Further, it’s not clear that the particular issues in the case will address the concerns of that 0.4%. If you look at the submissions on the DFAT website, or the AIG study, the concerns are mostly generally voiced concerns over the degree of enforcement occurring in China. Changing the laws raised in the US WTO case would not necessarily make any difference at all to the degree of enforcement going on. Even if, say, you lower the threshold for bringing a criminal case, it doesn’t mean the police will bring more criminal prosecutions. Only one of the published submissions I could find on the DFAT website specifically mentions issues like the threshold for criminal proceedings – and that is the submission of AFACT which, frankly, seems more concerned with Hollywood movies than Australian ones (their submission specifically states that an agreement between the US and China about US movies should ‘improve enforcement matters’ in China and quotes US statistics on counterfeits).

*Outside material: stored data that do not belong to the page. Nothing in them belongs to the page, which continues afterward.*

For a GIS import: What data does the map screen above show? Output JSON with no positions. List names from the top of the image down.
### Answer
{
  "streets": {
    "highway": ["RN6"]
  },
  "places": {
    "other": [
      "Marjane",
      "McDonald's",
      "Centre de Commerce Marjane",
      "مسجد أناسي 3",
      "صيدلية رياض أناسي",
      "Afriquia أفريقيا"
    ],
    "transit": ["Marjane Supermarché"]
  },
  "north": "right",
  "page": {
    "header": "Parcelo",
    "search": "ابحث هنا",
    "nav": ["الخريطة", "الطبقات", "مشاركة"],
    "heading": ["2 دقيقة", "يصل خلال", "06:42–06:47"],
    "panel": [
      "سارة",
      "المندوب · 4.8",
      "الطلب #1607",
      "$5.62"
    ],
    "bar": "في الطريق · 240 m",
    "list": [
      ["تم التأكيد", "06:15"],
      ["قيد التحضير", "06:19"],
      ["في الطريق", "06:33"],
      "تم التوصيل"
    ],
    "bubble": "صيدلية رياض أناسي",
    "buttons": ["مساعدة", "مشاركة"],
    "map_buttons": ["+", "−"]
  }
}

Does Australia have a significant stake in the legal issues in the case?

Even if the economic interest in the case wasn’t strong, there still might be a reason for Australia to be involved if we had a strong interest in any interpretations of TRIPS that might come out of the case. The Trade Minister’s press release hints at this when he says the case raises:

important commercial and systemic issues in relation to WTO rules on intellectual property protection, including the meaning of counterfeiting or piracy ‘on a commercial scale’

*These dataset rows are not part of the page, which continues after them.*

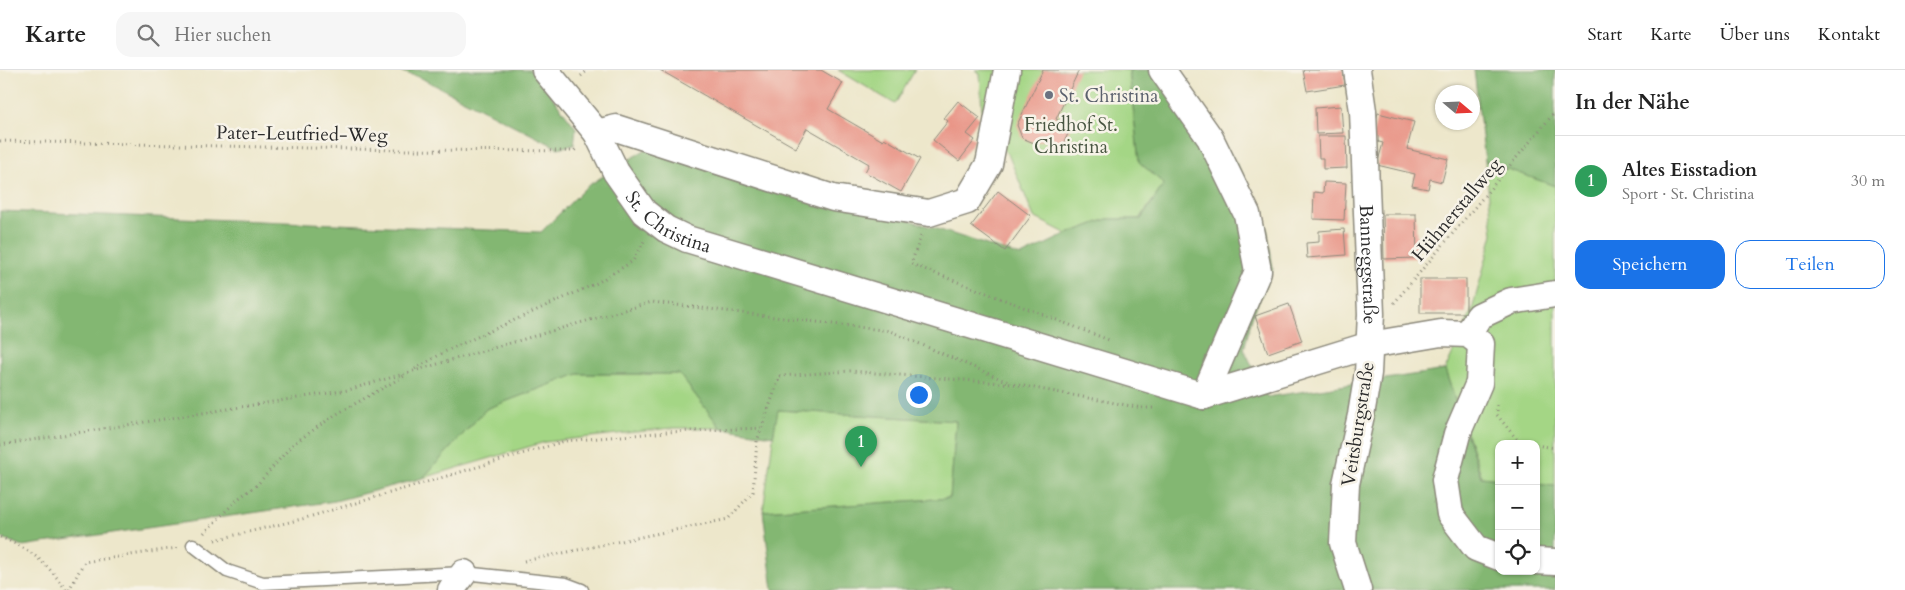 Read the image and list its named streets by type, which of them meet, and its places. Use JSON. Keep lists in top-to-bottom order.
{
  "streets": {
    "street": ["St. Christina", "Banneggstraße", "Veitsburgstraße"],
    "path": ["Pater-Leutfried-Weg", "Hühnerstallweg"]
  },
  "crossings": [
    ["Pater-Leutfried-Weg", "St. Christina"],
    ["Hühnerstallweg", "Banneggstraße"],
    ["St. Christina", "Banneggstraße"],
    ["Banneggstraße", "Veitsburgstraße"]
  ],
  "parks": ["Friedhof St. Christina"],
  "places": ["St. Christina"],
  "north": "right",
  "page": {
    "header": "Karte",
    "search": "Hier suchen",
    "nav": [
      "Start",
      "Karte",
      "Über uns",
      "Kontakt"
    ],
    "heading": "In der Nähe",
    "list": [
      {
        "mark": "1",
        "name": "Altes Eisstadion",
        "note": "Sport · St. Christina",
        "value": "30 m"
      }
    ],
    "buttons": ["Speichern", "Teilen"],
    "pins": "1",
    "map_buttons": ["+", "−"]
  }
}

Now, the definition of ‘commercial scale’ is important – it defines the degree of freedom a country has to decide when its public law enforcement resources should be enlivened. I can see why Australia might want to be a party if it wanted to preserve it’s freedom to define for itself ‘commercial scale’. The problem with this, however, is that Australia has already signed up, via the AUSFTA, to an extremely wide definition of ‘commercial scale’: under the AUSFTA,

Wilful copyright piracy on a commercial scale includes:
(i) significant wilful infringements of copyright, that have no direct or indirect motivation of financial gain; and
(ii) wilful infringements for the purposes of commercial advantage or financial gain.

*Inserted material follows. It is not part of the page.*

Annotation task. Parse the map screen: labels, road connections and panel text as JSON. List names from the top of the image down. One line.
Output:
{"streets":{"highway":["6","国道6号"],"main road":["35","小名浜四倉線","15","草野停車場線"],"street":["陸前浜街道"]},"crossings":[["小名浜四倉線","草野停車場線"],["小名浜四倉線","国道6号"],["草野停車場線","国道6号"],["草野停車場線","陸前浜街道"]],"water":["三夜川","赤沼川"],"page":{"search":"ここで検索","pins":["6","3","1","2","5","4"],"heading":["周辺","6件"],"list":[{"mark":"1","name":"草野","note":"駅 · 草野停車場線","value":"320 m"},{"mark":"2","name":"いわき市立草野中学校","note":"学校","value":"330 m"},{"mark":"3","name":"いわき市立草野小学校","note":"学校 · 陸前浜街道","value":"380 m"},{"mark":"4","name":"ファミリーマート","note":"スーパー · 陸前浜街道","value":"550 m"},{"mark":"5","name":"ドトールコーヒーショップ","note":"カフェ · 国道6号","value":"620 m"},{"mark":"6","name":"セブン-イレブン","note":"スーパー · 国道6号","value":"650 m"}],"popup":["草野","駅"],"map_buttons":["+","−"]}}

In other words, it is ‘commercial scale’ if it is a single deliberate copy leading to commercial advantage. Frankly, you cannot get broader than that. This is the definition required by the United States; presumably some such interpretation will be being pushed by the US in the dispute resolution proceedings. Having signed up to this, I’m not sure what the point of Australia being involved is. Are we going to be there arguing for a similar broad definition to be imported into TRIPS via interpretation? And alienate all the countries that, unlike us, want to preserve some freedom to determine their own IP enforcement policy? I don’t see the point, I really don’t.

Conclusions

China has significant IP issues; including significant IP enforcement issues. I’m all for continuing to address these. I’m all for finding interesting ways to do so even in the context of an FTA. But doing so by joining a rather narrow, technical case brought by the US against China? I don’t see the point. I wonder if DFAT have been drinking the AUSFTA cool-aid, and now see themselves as the little ambassadors for strong IP law in the Asia-Pacific Region. Sigh.